Экономическая база церкви также претерпела существенные изменения, что ярче всего выразилось в способах получения причтами своих доходов. Земельная собственность и прочая недвижимость стали сдаваться в аренду за соответствующую плату, денежные суммы обращались в ценные банковские бумаги, приносившие причту проценты. При обработке церковных земель стал применяться наемный труд. Эти перемены свидетельствовали о том, что церковь перестала быть институтом феодального общества и превратилась в часть капиталистического. Симптоматично, что раньше всего они проявились именно в церковно-хозяйственной деятельности, в то время как официальная церковная идеология оставалась прежней.

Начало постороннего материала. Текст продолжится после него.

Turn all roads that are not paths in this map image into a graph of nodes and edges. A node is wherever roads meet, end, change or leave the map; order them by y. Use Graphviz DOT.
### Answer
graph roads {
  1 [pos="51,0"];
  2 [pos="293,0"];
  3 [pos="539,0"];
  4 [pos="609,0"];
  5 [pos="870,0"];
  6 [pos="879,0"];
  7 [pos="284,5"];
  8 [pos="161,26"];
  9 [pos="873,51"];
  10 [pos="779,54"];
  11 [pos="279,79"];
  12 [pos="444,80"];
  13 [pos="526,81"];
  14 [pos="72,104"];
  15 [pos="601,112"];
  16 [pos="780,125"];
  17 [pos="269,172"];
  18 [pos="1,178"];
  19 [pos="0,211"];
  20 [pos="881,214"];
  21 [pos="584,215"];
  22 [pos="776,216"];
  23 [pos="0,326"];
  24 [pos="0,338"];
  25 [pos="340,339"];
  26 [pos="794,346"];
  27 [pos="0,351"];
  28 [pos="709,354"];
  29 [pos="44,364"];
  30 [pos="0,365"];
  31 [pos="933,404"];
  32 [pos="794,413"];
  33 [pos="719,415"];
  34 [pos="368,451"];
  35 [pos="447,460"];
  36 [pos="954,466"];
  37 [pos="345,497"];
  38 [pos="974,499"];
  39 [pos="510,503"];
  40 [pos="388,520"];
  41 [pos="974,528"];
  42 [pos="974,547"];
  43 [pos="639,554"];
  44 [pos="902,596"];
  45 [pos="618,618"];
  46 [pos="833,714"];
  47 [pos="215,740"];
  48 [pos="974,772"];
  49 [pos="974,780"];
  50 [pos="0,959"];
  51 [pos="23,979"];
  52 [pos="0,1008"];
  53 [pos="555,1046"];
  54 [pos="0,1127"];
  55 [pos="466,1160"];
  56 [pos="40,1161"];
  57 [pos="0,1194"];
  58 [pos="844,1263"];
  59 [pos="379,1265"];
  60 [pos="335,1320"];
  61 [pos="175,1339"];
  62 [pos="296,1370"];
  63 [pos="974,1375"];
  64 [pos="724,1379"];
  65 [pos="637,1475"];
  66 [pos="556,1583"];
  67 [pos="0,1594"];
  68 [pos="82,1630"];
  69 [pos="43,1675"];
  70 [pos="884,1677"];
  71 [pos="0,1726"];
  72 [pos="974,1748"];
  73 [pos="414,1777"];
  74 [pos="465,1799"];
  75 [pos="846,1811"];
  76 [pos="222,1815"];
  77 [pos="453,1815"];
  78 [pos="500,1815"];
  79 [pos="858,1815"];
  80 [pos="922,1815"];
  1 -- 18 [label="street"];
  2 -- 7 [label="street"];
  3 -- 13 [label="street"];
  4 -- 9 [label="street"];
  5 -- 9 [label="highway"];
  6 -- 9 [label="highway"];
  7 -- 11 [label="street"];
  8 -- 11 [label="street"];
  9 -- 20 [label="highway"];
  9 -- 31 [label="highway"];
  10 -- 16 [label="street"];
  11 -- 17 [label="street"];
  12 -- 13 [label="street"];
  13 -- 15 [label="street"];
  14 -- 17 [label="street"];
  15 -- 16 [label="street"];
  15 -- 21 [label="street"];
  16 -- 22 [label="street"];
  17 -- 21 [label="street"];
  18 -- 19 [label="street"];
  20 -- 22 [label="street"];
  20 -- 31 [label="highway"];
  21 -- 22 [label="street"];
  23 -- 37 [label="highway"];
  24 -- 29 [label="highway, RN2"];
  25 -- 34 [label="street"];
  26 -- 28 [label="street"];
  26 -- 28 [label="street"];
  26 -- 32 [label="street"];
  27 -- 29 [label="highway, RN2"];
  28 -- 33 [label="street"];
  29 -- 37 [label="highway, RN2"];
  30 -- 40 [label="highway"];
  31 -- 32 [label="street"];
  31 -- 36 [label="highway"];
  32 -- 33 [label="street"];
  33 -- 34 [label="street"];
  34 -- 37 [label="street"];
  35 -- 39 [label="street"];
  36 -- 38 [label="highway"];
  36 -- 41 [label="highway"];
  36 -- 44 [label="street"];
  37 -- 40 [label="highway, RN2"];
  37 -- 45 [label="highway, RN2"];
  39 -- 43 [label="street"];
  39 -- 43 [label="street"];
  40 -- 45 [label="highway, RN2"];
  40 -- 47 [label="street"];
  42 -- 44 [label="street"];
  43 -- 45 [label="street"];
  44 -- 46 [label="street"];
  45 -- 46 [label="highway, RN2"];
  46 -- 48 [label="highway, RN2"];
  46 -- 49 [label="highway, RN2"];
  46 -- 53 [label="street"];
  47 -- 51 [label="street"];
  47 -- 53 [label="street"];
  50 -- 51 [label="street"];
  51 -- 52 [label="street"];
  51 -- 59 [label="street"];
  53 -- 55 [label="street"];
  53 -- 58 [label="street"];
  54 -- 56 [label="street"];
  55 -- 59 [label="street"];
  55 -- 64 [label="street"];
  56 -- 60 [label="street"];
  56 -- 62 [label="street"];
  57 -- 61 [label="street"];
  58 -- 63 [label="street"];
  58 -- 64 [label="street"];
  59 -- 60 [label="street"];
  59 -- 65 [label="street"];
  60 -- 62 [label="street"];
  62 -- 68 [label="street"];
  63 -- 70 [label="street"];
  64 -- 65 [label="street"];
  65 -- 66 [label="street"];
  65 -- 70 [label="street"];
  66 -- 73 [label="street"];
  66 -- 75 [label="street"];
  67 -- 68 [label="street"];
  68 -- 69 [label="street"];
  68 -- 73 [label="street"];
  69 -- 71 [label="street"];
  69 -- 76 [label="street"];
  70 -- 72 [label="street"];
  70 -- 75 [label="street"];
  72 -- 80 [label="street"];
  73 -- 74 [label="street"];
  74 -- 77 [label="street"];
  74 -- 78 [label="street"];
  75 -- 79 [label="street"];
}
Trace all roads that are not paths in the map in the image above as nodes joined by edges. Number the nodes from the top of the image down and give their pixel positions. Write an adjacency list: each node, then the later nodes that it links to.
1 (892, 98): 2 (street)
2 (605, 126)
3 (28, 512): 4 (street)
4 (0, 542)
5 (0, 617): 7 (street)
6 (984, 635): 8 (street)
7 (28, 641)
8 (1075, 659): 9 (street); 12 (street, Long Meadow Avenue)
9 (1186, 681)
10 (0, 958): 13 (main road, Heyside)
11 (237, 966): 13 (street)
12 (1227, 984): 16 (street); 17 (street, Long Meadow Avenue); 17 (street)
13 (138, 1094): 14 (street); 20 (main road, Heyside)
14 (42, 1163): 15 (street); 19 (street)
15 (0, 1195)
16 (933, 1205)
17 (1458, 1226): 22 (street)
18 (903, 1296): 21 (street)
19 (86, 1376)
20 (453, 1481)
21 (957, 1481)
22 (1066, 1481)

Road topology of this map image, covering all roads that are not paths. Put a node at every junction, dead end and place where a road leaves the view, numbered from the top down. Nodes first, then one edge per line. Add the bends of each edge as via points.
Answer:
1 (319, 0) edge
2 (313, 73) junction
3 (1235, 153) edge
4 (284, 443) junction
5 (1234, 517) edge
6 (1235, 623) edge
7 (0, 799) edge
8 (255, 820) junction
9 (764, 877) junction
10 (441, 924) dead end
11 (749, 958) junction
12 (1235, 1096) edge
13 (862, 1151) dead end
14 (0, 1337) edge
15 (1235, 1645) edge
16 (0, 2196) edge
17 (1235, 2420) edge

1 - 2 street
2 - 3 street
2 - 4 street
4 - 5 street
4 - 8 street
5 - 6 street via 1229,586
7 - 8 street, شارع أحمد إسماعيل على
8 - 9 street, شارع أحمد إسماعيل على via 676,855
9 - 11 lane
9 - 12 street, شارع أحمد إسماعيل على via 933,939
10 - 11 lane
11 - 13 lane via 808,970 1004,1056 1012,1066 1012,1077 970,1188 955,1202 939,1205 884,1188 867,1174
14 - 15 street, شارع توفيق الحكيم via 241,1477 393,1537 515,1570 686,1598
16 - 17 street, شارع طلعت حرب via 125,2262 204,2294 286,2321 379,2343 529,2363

Огромное место в жизни Русской Православной Церкви в Среднем Поволжье занимала культурно-просветительская деятельность. Ее основными формами являлись организация церковно-приходских школ и преподавание в них, попечительская работа среди прихожан, создание обществ и кружков трезвости, проведение просветительских и религиозно-нравственных чтений, духовных концертов и т. д. Церковноприходская школа была важной составной частью системы начального народного образования и пользовалась успехом среди крестьянского населения. Общества и кружки трезвости, возникавшие по инициативе священников, не ограничивали себя лишь борьбой с народным пьянством, а преследовали более широкие, просветительские, цели. Религиозно-нравственные чтения, устраиваемые при их поддержке, неизменно привлекали к себе внимание широкой аудитории – от представителей образованной части общества до его низов.
Таким образом, деятельность Русской Православной Церкви в Среднем Поволжье была многообразной. Однако ее главный смысл сводился к тому, чтобы всеми доступными способами поддержать влияние церкви в народе и способствовать выполнению тех задач, что ставили перед епархиальными властями Св. Синод и правительство.